• ACTION ITEM
Only one portion of the data is to be written out: from the line bearing "thumb mcp: (59, 251)" through the line bearing "pinky mcp: (357, 293)". Write it exactly as it appears.

RECORDS SUPPLIED section start

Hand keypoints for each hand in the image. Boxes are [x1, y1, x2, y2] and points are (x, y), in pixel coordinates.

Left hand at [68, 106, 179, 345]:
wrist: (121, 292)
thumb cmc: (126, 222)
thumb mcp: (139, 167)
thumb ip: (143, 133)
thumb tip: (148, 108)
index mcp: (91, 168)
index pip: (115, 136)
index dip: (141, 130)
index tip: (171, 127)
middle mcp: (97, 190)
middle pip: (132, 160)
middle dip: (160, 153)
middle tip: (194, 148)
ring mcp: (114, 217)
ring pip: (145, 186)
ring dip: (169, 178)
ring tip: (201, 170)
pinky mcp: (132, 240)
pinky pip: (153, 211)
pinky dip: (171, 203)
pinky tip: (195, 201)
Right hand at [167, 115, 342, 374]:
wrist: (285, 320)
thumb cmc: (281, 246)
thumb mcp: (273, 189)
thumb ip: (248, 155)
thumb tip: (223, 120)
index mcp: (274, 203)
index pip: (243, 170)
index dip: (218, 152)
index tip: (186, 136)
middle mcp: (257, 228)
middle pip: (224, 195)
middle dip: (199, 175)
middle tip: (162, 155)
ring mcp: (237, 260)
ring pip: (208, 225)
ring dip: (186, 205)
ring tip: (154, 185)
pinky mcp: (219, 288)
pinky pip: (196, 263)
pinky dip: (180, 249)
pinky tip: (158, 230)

RECORDS SUPPLIED section end
RECORDS SUPPLIED section start

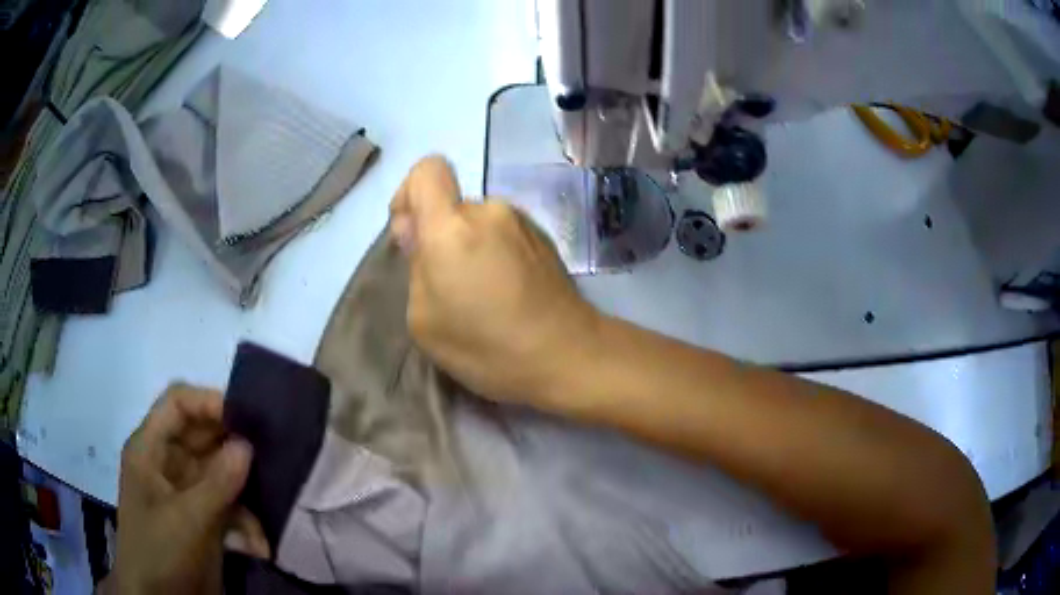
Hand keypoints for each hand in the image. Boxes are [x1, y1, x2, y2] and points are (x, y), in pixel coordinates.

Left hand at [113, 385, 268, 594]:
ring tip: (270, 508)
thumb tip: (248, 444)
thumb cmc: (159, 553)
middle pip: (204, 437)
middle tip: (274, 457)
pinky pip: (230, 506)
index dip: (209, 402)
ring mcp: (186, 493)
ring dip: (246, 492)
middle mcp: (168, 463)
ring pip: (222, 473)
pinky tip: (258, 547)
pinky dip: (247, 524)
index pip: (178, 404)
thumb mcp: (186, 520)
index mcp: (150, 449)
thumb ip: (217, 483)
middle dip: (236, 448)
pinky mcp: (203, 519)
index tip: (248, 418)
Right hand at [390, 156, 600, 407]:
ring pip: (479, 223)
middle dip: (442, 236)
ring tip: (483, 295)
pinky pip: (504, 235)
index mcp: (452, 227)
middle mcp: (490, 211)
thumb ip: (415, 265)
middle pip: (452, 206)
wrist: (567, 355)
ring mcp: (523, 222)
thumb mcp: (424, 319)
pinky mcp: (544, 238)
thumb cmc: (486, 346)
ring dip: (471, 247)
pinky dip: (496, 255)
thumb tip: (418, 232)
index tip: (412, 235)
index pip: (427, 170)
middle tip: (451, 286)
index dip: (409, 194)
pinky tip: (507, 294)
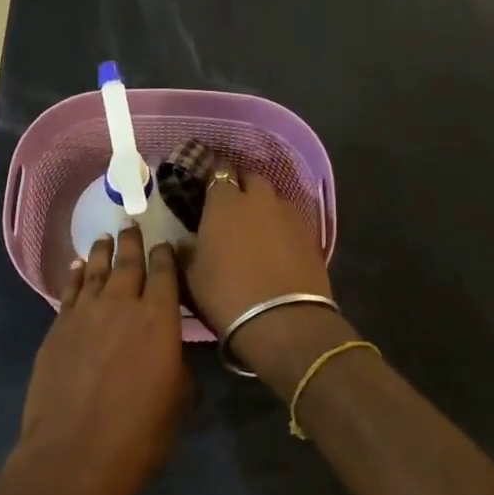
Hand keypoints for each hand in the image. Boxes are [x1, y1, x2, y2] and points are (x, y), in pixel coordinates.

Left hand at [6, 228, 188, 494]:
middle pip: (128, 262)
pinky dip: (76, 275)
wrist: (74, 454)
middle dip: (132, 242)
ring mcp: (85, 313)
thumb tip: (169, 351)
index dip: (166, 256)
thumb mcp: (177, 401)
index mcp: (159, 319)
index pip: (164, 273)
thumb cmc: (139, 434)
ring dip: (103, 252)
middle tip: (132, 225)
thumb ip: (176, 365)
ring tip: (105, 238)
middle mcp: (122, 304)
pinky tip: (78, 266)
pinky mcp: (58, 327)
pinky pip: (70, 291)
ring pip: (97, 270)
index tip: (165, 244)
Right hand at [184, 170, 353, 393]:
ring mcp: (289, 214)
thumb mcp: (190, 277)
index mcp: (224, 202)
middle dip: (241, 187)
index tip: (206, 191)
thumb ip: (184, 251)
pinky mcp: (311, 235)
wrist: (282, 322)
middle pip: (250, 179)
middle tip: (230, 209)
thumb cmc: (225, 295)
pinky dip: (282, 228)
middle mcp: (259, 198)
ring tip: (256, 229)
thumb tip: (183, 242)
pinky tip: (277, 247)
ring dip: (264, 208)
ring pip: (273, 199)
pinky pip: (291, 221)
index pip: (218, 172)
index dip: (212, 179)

RECORDS SUPPLIED section end
RECORDS SUPPLIED section start

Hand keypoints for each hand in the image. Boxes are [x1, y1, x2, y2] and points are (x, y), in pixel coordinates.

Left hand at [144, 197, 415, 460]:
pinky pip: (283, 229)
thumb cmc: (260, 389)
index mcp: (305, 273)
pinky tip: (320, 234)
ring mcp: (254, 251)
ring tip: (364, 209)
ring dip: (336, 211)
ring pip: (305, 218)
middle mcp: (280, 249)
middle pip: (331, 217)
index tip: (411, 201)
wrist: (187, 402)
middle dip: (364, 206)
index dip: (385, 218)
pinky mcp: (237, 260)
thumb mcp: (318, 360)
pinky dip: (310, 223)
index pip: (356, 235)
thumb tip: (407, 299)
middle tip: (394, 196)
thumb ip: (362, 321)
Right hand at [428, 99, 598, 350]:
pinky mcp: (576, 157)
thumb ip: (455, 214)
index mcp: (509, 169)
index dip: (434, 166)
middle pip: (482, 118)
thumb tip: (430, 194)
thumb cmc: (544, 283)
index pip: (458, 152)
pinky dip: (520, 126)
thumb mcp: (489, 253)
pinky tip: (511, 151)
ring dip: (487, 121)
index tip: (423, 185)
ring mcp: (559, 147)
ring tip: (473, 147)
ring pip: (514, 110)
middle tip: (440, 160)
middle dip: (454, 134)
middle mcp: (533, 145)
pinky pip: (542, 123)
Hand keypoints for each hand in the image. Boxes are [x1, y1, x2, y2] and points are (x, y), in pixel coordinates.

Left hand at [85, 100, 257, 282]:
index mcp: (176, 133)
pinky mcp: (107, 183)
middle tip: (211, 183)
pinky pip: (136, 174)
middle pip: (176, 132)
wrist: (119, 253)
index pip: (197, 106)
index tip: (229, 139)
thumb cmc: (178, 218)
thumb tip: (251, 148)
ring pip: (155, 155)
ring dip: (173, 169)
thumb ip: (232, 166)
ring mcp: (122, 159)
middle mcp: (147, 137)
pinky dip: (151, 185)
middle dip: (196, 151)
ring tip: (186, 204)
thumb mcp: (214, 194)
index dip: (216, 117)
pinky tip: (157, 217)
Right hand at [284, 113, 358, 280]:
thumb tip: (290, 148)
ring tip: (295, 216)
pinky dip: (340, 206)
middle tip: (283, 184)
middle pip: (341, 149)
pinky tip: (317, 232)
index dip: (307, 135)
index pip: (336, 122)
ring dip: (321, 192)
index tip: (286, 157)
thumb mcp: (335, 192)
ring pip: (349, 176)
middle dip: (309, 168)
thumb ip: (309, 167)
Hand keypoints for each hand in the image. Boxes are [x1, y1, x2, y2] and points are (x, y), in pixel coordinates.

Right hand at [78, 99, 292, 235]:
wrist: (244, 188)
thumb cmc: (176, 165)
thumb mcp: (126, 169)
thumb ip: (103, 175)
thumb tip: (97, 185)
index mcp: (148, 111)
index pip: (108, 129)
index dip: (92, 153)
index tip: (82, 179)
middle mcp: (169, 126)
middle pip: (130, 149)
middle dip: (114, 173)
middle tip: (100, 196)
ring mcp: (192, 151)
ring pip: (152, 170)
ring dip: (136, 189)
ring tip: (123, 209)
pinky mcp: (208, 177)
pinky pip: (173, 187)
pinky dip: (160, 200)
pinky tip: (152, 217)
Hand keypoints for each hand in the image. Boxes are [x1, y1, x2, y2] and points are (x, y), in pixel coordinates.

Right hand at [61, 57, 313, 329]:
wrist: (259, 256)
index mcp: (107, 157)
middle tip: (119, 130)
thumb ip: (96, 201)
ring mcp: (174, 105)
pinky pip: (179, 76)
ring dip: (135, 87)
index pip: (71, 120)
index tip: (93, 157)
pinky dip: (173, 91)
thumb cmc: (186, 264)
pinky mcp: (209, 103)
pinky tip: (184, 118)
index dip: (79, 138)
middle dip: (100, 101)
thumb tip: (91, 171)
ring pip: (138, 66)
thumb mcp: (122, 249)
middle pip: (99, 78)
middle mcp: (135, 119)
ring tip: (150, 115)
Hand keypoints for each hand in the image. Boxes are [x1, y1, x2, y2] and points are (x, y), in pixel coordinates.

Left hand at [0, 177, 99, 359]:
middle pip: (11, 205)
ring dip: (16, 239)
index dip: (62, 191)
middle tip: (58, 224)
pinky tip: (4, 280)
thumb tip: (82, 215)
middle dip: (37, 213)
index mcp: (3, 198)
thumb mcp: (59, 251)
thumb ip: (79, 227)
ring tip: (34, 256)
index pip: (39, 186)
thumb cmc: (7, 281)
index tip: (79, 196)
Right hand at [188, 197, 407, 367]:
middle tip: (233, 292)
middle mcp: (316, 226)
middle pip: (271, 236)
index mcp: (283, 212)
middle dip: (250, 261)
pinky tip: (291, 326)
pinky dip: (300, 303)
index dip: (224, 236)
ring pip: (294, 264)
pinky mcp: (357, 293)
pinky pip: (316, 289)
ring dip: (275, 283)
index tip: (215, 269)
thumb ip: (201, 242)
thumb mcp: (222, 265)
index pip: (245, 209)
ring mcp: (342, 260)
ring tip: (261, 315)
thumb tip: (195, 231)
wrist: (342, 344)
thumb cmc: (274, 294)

RECORDS SUPPLIED section end

• RESULT OF THE TASK
thumb mcp: (59, 251)
thumb ip: (79, 227)
ring tip: (34, 256)
index pip: (39, 186)
thumb cmc: (7, 281)
index tip: (79, 196)
Right hand at [188, 197, 407, 367]:
middle tip: (233, 292)
middle mcp: (316, 226)
middle pip: (271, 236)
index mcp: (283, 212)
middle dip: (250, 261)
pinky tip: (291, 326)
pinky dip: (300, 303)
index dip: (224, 236)
ring pip: (294, 264)
pinky mcp: (357, 293)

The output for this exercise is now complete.